→ Task prompt
Which lines of the entries contain the string "WESTSTRASSE"? Please find them and copy them.

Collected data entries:
━━━━
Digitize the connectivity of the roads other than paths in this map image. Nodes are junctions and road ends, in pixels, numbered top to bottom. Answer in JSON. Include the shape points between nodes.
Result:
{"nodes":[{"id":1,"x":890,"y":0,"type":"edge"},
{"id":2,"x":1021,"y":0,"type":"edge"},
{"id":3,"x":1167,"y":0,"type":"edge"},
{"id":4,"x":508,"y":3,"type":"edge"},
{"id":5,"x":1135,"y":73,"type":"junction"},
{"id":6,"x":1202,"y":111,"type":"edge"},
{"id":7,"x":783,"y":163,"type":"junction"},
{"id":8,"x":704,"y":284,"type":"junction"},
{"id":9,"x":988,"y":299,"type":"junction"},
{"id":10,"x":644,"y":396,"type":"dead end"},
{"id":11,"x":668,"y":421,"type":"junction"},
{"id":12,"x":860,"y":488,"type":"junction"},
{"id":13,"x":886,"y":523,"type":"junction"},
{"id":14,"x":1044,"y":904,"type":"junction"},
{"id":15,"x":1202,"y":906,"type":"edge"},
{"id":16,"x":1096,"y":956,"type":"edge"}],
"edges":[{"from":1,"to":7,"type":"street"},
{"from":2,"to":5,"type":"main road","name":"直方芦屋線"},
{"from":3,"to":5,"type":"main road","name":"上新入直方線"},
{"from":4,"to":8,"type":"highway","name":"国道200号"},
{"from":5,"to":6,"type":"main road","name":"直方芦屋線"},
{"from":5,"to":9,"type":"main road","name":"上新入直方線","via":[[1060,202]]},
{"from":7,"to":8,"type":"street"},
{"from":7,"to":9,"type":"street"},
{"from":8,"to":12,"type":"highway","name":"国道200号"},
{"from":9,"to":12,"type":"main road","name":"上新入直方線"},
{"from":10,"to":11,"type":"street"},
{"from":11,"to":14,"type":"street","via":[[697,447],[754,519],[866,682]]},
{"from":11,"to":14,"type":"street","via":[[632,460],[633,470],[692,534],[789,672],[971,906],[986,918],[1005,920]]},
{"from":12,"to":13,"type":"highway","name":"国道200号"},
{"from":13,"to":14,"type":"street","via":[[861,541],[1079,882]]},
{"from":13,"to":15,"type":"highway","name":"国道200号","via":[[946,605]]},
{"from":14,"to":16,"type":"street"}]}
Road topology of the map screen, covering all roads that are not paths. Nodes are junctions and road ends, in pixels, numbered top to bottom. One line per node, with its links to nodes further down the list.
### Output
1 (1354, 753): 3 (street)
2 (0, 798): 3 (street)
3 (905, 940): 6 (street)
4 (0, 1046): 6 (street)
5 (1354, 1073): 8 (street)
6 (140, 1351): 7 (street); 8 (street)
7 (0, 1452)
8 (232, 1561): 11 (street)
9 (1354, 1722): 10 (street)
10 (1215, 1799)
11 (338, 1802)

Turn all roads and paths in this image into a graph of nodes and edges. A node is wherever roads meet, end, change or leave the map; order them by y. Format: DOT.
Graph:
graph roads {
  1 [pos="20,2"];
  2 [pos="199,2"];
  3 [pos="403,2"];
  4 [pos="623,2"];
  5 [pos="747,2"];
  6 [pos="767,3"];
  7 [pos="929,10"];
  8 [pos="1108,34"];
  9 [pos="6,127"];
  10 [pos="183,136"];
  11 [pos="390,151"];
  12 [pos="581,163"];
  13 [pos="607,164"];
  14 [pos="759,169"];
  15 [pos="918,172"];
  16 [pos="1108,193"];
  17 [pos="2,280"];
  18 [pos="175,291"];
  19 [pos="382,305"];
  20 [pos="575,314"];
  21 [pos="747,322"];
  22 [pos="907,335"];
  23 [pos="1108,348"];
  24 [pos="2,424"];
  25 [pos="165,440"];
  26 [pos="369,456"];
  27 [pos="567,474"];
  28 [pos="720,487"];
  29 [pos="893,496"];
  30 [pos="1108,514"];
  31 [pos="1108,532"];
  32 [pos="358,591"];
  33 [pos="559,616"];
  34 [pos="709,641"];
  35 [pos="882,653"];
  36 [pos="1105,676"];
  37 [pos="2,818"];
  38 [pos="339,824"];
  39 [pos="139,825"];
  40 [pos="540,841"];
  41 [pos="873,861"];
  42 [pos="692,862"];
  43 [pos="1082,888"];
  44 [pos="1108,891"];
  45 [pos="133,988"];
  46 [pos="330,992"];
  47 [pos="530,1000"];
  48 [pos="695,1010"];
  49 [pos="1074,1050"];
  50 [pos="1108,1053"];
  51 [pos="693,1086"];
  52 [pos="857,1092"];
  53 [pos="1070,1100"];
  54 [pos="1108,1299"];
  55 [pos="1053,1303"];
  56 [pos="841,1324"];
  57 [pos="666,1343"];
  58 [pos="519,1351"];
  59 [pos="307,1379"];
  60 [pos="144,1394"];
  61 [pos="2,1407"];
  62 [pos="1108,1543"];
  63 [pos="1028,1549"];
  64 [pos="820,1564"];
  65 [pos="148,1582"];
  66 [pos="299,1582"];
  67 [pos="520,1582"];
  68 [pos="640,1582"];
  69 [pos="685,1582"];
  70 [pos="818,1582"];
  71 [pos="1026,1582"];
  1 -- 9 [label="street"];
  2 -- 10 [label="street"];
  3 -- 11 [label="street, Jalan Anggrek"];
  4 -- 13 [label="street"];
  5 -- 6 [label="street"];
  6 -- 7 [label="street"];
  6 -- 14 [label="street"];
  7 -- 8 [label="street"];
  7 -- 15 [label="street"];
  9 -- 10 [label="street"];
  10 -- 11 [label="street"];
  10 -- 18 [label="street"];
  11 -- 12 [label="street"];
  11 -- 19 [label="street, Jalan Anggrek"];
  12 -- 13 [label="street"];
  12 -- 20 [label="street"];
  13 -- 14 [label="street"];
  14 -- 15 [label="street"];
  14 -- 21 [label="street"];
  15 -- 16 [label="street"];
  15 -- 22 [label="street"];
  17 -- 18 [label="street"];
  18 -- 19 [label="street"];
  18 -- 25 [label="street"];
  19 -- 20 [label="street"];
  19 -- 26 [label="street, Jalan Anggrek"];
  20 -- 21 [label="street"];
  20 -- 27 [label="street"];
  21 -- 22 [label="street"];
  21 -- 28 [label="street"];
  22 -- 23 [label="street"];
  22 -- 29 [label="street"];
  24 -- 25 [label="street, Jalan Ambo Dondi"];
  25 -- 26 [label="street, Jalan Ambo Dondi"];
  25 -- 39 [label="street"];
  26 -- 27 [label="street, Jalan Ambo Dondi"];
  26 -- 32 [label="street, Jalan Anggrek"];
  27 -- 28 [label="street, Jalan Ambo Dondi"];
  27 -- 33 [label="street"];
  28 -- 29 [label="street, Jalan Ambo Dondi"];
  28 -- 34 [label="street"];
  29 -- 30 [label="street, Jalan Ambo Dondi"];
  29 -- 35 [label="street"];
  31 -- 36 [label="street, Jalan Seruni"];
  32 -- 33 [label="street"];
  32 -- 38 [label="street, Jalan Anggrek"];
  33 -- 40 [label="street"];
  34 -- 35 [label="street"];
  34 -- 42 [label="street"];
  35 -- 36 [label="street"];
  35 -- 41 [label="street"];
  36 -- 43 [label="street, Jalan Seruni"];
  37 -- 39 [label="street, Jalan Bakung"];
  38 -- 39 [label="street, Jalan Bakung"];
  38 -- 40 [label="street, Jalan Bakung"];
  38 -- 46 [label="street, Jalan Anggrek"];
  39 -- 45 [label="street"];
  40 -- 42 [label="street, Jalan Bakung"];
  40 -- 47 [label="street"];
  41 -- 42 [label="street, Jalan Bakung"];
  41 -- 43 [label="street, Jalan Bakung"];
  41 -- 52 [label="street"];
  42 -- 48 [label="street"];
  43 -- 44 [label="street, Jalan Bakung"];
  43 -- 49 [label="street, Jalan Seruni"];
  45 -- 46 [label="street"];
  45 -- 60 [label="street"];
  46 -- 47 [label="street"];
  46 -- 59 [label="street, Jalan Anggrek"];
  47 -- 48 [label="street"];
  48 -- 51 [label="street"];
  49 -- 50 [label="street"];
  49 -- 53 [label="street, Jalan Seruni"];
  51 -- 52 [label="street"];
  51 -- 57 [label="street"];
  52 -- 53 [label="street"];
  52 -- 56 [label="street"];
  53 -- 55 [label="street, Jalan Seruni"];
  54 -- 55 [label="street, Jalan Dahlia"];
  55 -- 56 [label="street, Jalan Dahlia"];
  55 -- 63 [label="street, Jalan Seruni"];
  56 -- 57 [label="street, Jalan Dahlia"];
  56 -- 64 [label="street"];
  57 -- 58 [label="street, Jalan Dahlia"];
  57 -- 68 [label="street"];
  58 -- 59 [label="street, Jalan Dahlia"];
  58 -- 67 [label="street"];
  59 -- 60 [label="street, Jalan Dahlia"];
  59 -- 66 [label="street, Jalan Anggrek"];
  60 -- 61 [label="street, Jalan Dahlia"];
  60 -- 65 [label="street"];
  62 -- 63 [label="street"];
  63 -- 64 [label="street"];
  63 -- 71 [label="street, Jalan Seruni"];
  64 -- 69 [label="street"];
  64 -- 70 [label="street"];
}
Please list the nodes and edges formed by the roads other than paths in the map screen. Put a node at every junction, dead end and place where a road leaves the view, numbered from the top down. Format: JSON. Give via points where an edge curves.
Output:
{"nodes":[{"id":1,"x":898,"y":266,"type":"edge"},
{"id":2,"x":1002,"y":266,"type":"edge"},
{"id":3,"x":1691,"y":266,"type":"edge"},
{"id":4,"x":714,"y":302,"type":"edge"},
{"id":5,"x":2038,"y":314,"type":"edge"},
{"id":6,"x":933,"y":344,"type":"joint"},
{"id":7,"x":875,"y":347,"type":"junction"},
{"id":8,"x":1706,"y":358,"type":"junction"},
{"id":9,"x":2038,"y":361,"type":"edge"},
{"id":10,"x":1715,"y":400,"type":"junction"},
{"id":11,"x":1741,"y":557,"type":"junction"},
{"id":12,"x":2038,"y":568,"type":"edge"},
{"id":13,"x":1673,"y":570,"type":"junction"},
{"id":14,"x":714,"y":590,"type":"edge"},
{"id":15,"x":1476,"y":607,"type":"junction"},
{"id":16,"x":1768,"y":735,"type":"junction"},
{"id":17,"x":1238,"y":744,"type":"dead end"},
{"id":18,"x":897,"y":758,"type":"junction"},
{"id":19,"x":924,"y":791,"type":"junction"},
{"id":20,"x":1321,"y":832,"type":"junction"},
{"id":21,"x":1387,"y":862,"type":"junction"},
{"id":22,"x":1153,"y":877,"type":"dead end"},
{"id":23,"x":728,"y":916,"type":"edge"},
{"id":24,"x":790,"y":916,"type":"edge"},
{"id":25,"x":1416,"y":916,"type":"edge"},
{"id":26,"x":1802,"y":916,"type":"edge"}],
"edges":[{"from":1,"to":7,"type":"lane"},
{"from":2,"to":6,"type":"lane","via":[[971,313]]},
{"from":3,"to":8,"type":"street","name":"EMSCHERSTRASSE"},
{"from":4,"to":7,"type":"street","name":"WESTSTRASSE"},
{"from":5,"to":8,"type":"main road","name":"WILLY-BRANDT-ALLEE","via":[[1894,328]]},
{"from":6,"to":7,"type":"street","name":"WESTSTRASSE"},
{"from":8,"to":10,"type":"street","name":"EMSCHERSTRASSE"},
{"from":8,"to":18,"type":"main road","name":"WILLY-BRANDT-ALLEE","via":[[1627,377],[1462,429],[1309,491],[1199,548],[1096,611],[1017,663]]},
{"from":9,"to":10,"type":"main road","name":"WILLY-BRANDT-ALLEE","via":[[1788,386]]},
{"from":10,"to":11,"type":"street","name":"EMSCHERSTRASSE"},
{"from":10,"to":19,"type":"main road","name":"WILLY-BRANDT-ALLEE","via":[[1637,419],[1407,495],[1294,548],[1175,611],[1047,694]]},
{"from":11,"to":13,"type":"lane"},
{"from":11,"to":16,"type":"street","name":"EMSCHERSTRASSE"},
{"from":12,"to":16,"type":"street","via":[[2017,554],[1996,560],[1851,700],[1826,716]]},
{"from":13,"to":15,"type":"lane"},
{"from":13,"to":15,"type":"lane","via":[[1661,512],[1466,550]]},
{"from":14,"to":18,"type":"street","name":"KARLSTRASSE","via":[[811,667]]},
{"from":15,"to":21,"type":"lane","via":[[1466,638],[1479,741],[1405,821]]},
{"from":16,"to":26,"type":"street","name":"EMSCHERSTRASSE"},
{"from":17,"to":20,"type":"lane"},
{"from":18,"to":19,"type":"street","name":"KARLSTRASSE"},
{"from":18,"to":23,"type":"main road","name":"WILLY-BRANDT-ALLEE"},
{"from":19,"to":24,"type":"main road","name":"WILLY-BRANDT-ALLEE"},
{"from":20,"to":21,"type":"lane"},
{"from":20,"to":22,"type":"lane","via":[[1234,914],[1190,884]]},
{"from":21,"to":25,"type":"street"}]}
━━━━
→ Answer section
{"from":4,"to":7,"type":"street","name":"WESTSTRASSE"},
{"from":6,"to":7,"type":"street","name":"WESTSTRASSE"},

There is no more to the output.